• _EXERCISE OBJECTIVE_
Write out the data below in full. Keep it exact.

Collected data
________________________

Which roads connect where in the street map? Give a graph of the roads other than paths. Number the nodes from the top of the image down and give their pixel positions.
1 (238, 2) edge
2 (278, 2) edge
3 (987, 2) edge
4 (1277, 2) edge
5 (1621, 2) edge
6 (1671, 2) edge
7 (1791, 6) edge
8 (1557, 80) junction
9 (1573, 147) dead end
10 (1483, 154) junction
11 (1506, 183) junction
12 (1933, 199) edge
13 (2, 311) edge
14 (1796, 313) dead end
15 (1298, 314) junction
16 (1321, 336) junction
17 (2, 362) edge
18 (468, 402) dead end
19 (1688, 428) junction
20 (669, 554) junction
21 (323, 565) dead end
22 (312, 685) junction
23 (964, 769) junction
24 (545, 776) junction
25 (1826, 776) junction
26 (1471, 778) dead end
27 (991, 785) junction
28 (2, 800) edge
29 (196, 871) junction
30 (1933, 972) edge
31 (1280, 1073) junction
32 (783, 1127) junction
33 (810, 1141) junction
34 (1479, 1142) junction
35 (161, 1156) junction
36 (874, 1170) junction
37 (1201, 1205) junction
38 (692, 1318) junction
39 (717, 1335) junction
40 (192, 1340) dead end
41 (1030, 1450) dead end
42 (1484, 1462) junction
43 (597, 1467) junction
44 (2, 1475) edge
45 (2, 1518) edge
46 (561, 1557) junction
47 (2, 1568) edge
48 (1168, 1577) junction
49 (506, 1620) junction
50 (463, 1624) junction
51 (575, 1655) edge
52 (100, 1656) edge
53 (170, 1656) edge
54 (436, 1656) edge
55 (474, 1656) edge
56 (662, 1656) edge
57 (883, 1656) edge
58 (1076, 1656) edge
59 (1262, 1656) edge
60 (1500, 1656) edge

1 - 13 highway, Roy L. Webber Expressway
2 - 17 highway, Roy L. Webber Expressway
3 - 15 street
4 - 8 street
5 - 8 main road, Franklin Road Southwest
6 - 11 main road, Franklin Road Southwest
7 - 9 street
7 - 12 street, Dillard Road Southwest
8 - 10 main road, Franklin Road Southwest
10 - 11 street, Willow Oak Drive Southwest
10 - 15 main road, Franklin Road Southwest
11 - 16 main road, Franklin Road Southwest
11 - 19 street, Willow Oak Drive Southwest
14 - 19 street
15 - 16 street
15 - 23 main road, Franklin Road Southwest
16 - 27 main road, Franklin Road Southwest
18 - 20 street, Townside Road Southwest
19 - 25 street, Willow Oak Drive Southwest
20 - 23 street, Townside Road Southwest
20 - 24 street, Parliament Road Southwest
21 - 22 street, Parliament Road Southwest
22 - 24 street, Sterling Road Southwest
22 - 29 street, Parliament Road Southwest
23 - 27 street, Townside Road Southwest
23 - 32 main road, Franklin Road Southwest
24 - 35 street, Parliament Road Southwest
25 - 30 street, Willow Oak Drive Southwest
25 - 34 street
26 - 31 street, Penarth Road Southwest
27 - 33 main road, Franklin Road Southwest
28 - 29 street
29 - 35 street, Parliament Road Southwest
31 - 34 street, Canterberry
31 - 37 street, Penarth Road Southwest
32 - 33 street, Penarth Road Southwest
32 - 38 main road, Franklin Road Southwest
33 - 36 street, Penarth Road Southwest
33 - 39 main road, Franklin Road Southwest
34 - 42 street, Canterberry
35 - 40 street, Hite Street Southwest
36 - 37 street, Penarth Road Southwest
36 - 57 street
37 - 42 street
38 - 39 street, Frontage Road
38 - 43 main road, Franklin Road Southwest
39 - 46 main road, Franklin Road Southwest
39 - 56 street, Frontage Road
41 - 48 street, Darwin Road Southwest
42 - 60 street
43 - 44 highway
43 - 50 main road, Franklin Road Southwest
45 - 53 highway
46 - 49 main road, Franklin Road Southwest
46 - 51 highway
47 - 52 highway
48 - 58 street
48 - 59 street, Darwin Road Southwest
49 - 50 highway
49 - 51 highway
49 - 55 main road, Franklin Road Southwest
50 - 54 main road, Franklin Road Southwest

________________________

• _ANSWER TO THE EXERCISE_
Which roads connect where in the street map? Give a graph of the roads other than paths. Number the nodes from the top of the image down and give their pixel positions.
1 (238, 2) edge
2 (278, 2) edge
3 (987, 2) edge
4 (1277, 2) edge
5 (1621, 2) edge
6 (1671, 2) edge
7 (1791, 6) edge
8 (1557, 80) junction
9 (1573, 147) dead end
10 (1483, 154) junction
11 (1506, 183) junction
12 (1933, 199) edge
13 (2, 311) edge
14 (1796, 313) dead end
15 (1298, 314) junction
16 (1321, 336) junction
17 (2, 362) edge
18 (468, 402) dead end
19 (1688, 428) junction
20 (669, 554) junction
21 (323, 565) dead end
22 (312, 685) junction
23 (964, 769) junction
24 (545, 776) junction
25 (1826, 776) junction
26 (1471, 778) dead end
27 (991, 785) junction
28 (2, 800) edge
29 (196, 871) junction
30 (1933, 972) edge
31 (1280, 1073) junction
32 (783, 1127) junction
33 (810, 1141) junction
34 (1479, 1142) junction
35 (161, 1156) junction
36 (874, 1170) junction
37 (1201, 1205) junction
38 (692, 1318) junction
39 (717, 1335) junction
40 (192, 1340) dead end
41 (1030, 1450) dead end
42 (1484, 1462) junction
43 (597, 1467) junction
44 (2, 1475) edge
45 (2, 1518) edge
46 (561, 1557) junction
47 (2, 1568) edge
48 (1168, 1577) junction
49 (506, 1620) junction
50 (463, 1624) junction
51 (575, 1655) edge
52 (100, 1656) edge
53 (170, 1656) edge
54 (436, 1656) edge
55 (474, 1656) edge
56 (662, 1656) edge
57 (883, 1656) edge
58 (1076, 1656) edge
59 (1262, 1656) edge
60 (1500, 1656) edge

1 - 13 highway, Roy L. Webber Expressway
2 - 17 highway, Roy L. Webber Expressway
3 - 15 street
4 - 8 street
5 - 8 main road, Franklin Road Southwest
6 - 11 main road, Franklin Road Southwest
7 - 9 street
7 - 12 street, Dillard Road Southwest
8 - 10 main road, Franklin Road Southwest
10 - 11 street, Willow Oak Drive Southwest
10 - 15 main road, Franklin Road Southwest
11 - 16 main road, Franklin Road Southwest
11 - 19 street, Willow Oak Drive Southwest
14 - 19 street
15 - 16 street
15 - 23 main road, Franklin Road Southwest
16 - 27 main road, Franklin Road Southwest
18 - 20 street, Townside Road Southwest
19 - 25 street, Willow Oak Drive Southwest
20 - 23 street, Townside Road Southwest
20 - 24 street, Parliament Road Southwest
21 - 22 street, Parliament Road Southwest
22 - 24 street, Sterling Road Southwest
22 - 29 street, Parliament Road Southwest
23 - 27 street, Townside Road Southwest
23 - 32 main road, Franklin Road Southwest
24 - 35 street, Parliament Road Southwest
25 - 30 street, Willow Oak Drive Southwest
25 - 34 street
26 - 31 street, Penarth Road Southwest
27 - 33 main road, Franklin Road Southwest
28 - 29 street
29 - 35 street, Parliament Road Southwest
31 - 34 street, Canterberry
31 - 37 street, Penarth Road Southwest
32 - 33 street, Penarth Road Southwest
32 - 38 main road, Franklin Road Southwest
33 - 36 street, Penarth Road Southwest
33 - 39 main road, Franklin Road Southwest
34 - 42 street, Canterberry
35 - 40 street, Hite Street Southwest
36 - 37 street, Penarth Road Southwest
36 - 57 street
37 - 42 street
38 - 39 street, Frontage Road
38 - 43 main road, Franklin Road Southwest
39 - 46 main road, Franklin Road Southwest
39 - 56 street, Frontage Road
41 - 48 street, Darwin Road Southwest
42 - 60 street
43 - 44 highway
43 - 50 main road, Franklin Road Southwest
45 - 53 highway
46 - 49 main road, Franklin Road Southwest
46 - 51 highway
47 - 52 highway
48 - 58 street
48 - 59 street, Darwin Road Southwest
49 - 50 highway
49 - 51 highway
49 - 55 main road, Franklin Road Southwest
50 - 54 main road, Franklin Road Southwest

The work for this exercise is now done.